- _YOUR GOAL_: Would you please give every entry again exactly, without the pictures?

- _GIVEN DATA_:

--- START ---

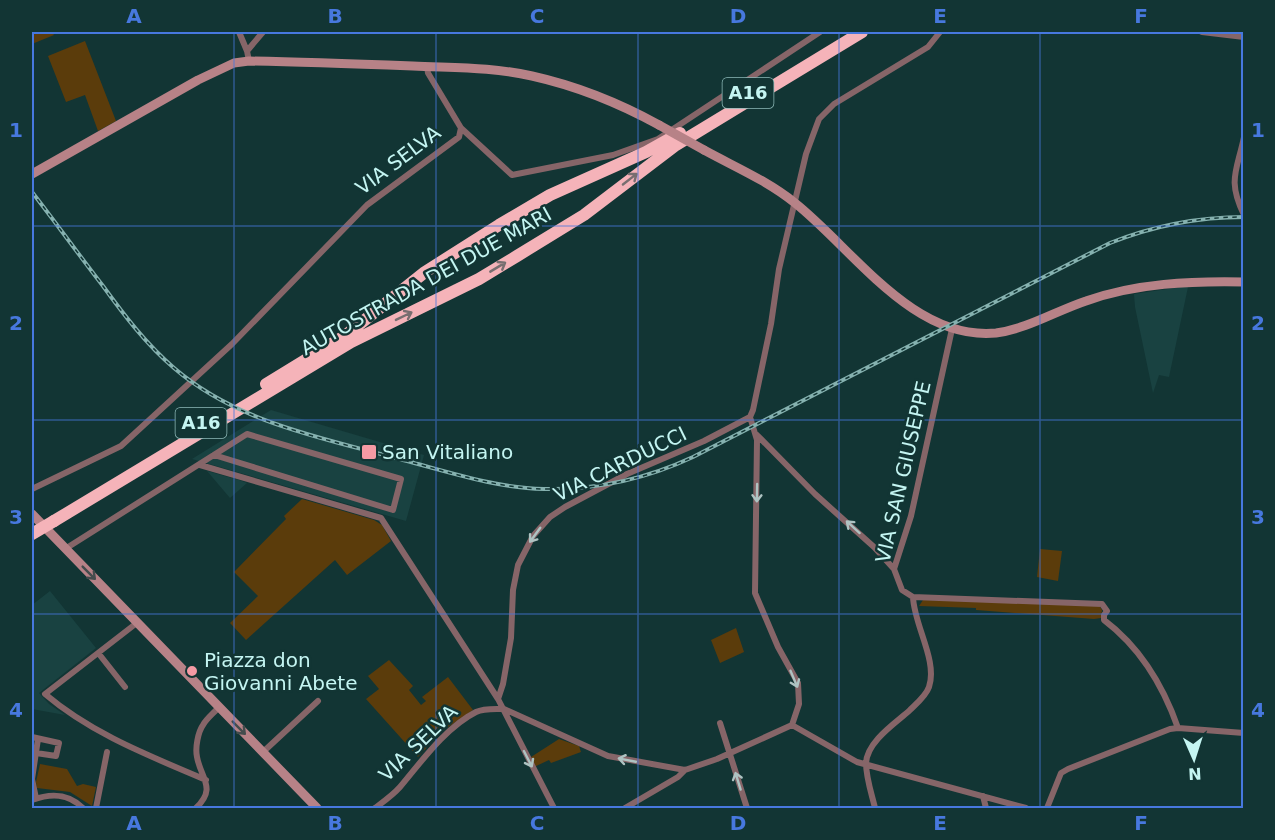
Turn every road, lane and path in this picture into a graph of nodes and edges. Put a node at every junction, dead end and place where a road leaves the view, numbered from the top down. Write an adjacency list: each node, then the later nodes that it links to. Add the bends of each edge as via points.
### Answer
1 (239, 32): 9 (street)
2 (262, 32): 9 (street)
3 (820, 32): 11 (street, via 658,139 613,156 512,175)
4 (849, 32): 24 (highway, AUTOSTRADA DEI DUE MARI / A16, via 664,142 550,195 469,244 425,272 346,335)
5 (862, 32): 24 (highway, AUTOSTRADA DEI DUE MARI / A16, one-way to 5, via 351,342 479,279 584,215 676,145)
6 (940, 32): 14 (street, via 928,47 834,104 819,119)
7 (1202, 32): 8 (street)
8 (1244, 37)
9 (248, 56): 10 (street); 13 (street)
10 (427, 67): 11 (street, VIA SELVA); 14 (street, bridge, via 490,69 552,81 619,104)
11 (461, 128): 22 (street, VIA SELVA, via 459,137 367,205 232,344 121,446)
12 (1244, 137): 15 (street, via 1233,188)
13 (32, 174)
14 (795, 202): 17 (street, via 903,302); 18 (street)
15 (1244, 215)
16 (1244, 282): 17 (street, via 1185,282 1128,289 1005,331)
17 (952, 329): 27 (street, VIA SAN GIUSEPPE, via 915,499)
18 (750, 417): 19 (street); 32 (street, VIA CARDUCCI, one-way to 32, via 565,507 533,536 518,565 511,638)
19 (757, 434): 27 (street, one-way to 19); 37 (street, one-way to 37, via 755,593 798,683 799,704)
20 (214, 455): 20 (street, via 247,434 401,479 393,510); 21 (street)
21 (200, 465): 26 (street); 32 (street, via 381,518)
22 (32, 489)
23 (32, 519): 24 (highway, AUTOSTRADA DEI DUE MARI / A16)
24 (51, 522): 25 (highway, AUTOSTRADA DEI DUE MARI / A16, bridge); 26 (street)
25 (32, 534)
26 (65, 549): 29 (street, one-way to 29)
27 (894, 569): 28 (street, VIA SAN GIUSEPPE, via 902,590)
28 (913, 597): 38 (street, via 1102,604 1107,611 1104,620 1151,669); 45 (street, via 915,618 929,656 930,685 920,701 883,734)
29 (138, 622): 30 (street); 34 (street)
30 (99, 654): 31 (street); 47 (street, via 45,694 101,732)
31 (125, 687)
32 (498, 699): 35 (street)
33 (318, 701): 42 (street)
34 (219, 707): 42 (street, one-way to 42); 47 (street, via 202,725 197,750)
35 (504, 709): 46 (street, one-way to 35, via 608,756); 54 (street, VIA SELVA, via 477,711 457,726 414,767 399,789); 55 (street, one-way to 55)
36 (720, 723): 44 (street)
37 (792, 725): 44 (street); 45 (street)
38 (1178, 728): 39 (street); 61 (street, via 1061,773)
39 (1244, 733)
40 (35, 738): 43 (street); 43 (street, via 59,743 56,756)
41 (106, 752): 51 (street)
42 (263, 752): 53 (street)
43 (36, 753): 49 (street)
44 (730, 753): 46 (street); 57 (street, one-way to 44)
45 (866, 765): 48 (street); 58 (street)
46 (685, 770): 56 (street)
47 (206, 780): 52 (street, via 207,792)
48 (983, 796): 59 (street); 60 (street)
49 (34, 799): 50 (street, via 60,795)
50 (82, 808)
51 (96, 808)
52 (196, 808)
53 (317, 808)
54 (375, 808)
55 (554, 808)
56 (625, 808)
57 (747, 808)
58 (875, 808)
59 (986, 808)
60 (1026, 808)
61 (1047, 808)

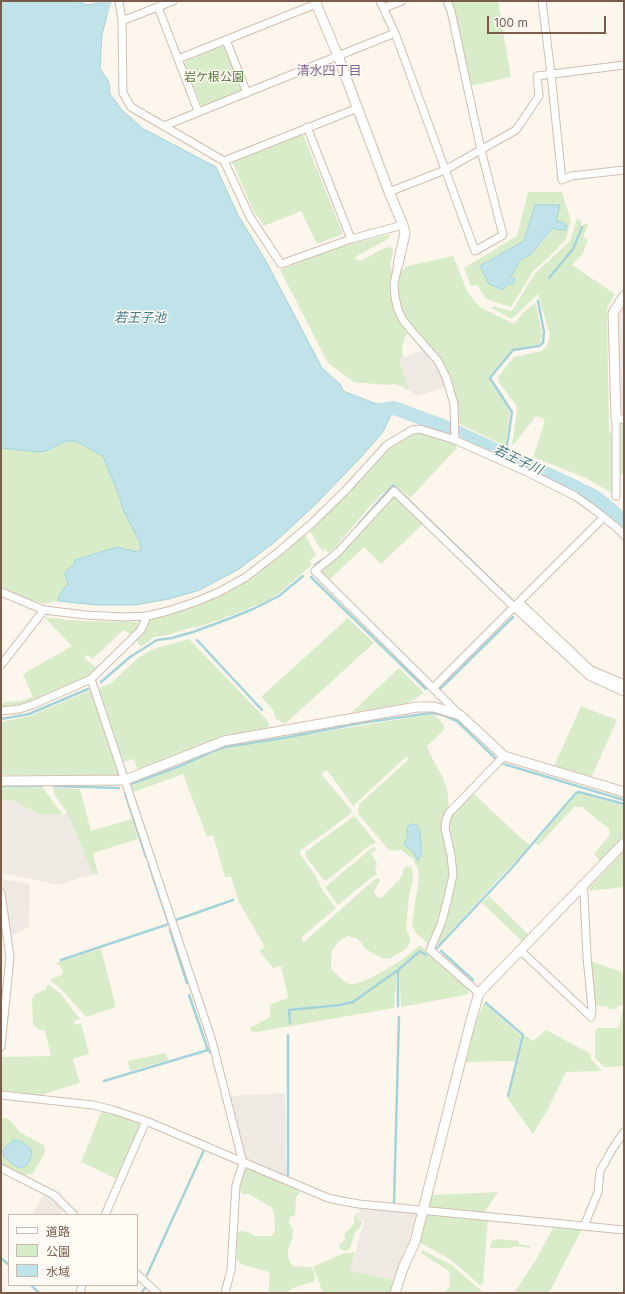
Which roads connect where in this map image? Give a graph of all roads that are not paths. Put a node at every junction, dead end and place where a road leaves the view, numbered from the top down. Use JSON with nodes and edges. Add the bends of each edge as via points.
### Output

--- END ---

- _WRITTEN RESPONSE_:
Turn every road, lane and path in this picture into a graph of nodes and edges. Put a node at every junction, dead end and place where a road leaves the view, numbered from the top down. Write an adjacency list: each node, then the later nodes that it links to. Add the bends of each edge as via points.
### Answer
1 (239, 32): 9 (street)
2 (262, 32): 9 (street)
3 (820, 32): 11 (street, via 658,139 613,156 512,175)
4 (849, 32): 24 (highway, AUTOSTRADA DEI DUE MARI / A16, via 664,142 550,195 469,244 425,272 346,335)
5 (862, 32): 24 (highway, AUTOSTRADA DEI DUE MARI / A16, one-way to 5, via 351,342 479,279 584,215 676,145)
6 (940, 32): 14 (street, via 928,47 834,104 819,119)
7 (1202, 32): 8 (street)
8 (1244, 37)
9 (248, 56): 10 (street); 13 (street)
10 (427, 67): 11 (street, VIA SELVA); 14 (street, bridge, via 490,69 552,81 619,104)
11 (461, 128): 22 (street, VIA SELVA, via 459,137 367,205 232,344 121,446)
12 (1244, 137): 15 (street, via 1233,188)
13 (32, 174)
14 (795, 202): 17 (street, via 903,302); 18 (street)
15 (1244, 215)
16 (1244, 282): 17 (street, via 1185,282 1128,289 1005,331)
17 (952, 329): 27 (street, VIA SAN GIUSEPPE, via 915,499)
18 (750, 417): 19 (street); 32 (street, VIA CARDUCCI, one-way to 32, via 565,507 533,536 518,565 511,638)
19 (757, 434): 27 (street, one-way to 19); 37 (street, one-way to 37, via 755,593 798,683 799,704)
20 (214, 455): 20 (street, via 247,434 401,479 393,510); 21 (street)
21 (200, 465): 26 (street); 32 (street, via 381,518)
22 (32, 489)
23 (32, 519): 24 (highway, AUTOSTRADA DEI DUE MARI / A16)
24 (51, 522): 25 (highway, AUTOSTRADA DEI DUE MARI / A16, bridge); 26 (street)
25 (32, 534)
26 (65, 549): 29 (street, one-way to 29)
27 (894, 569): 28 (street, VIA SAN GIUSEPPE, via 902,590)
28 (913, 597): 38 (street, via 1102,604 1107,611 1104,620 1151,669); 45 (street, via 915,618 929,656 930,685 920,701 883,734)
29 (138, 622): 30 (street); 34 (street)
30 (99, 654): 31 (street); 47 (street, via 45,694 101,732)
31 (125, 687)
32 (498, 699): 35 (street)
33 (318, 701): 42 (street)
34 (219, 707): 42 (street, one-way to 42); 47 (street, via 202,725 197,750)
35 (504, 709): 46 (street, one-way to 35, via 608,756); 54 (street, VIA SELVA, via 477,711 457,726 414,767 399,789); 55 (street, one-way to 55)
36 (720, 723): 44 (street)
37 (792, 725): 44 (street); 45 (street)
38 (1178, 728): 39 (street); 61 (street, via 1061,773)
39 (1244, 733)
40 (35, 738): 43 (street); 43 (street, via 59,743 56,756)
41 (106, 752): 51 (street)
42 (263, 752): 53 (street)
43 (36, 753): 49 (street)
44 (730, 753): 46 (street); 57 (street, one-way to 44)
45 (866, 765): 48 (street); 58 (street)
46 (685, 770): 56 (street)
47 (206, 780): 52 (street, via 207,792)
48 (983, 796): 59 (street); 60 (street)
49 (34, 799): 50 (street, via 60,795)
50 (82, 808)
51 (96, 808)
52 (196, 808)
53 (317, 808)
54 (375, 808)
55 (554, 808)
56 (625, 808)
57 (747, 808)
58 (875, 808)
59 (986, 808)
60 (1026, 808)
61 (1047, 808)

Which roads connect where in this map image? Give a graph of all roads that are not paths. Put a node at every junction, dead end and place where a road leaves the view, numbered from the top down. Use JSON with nodes and edges. Add the bends of each edge as via points.
### Output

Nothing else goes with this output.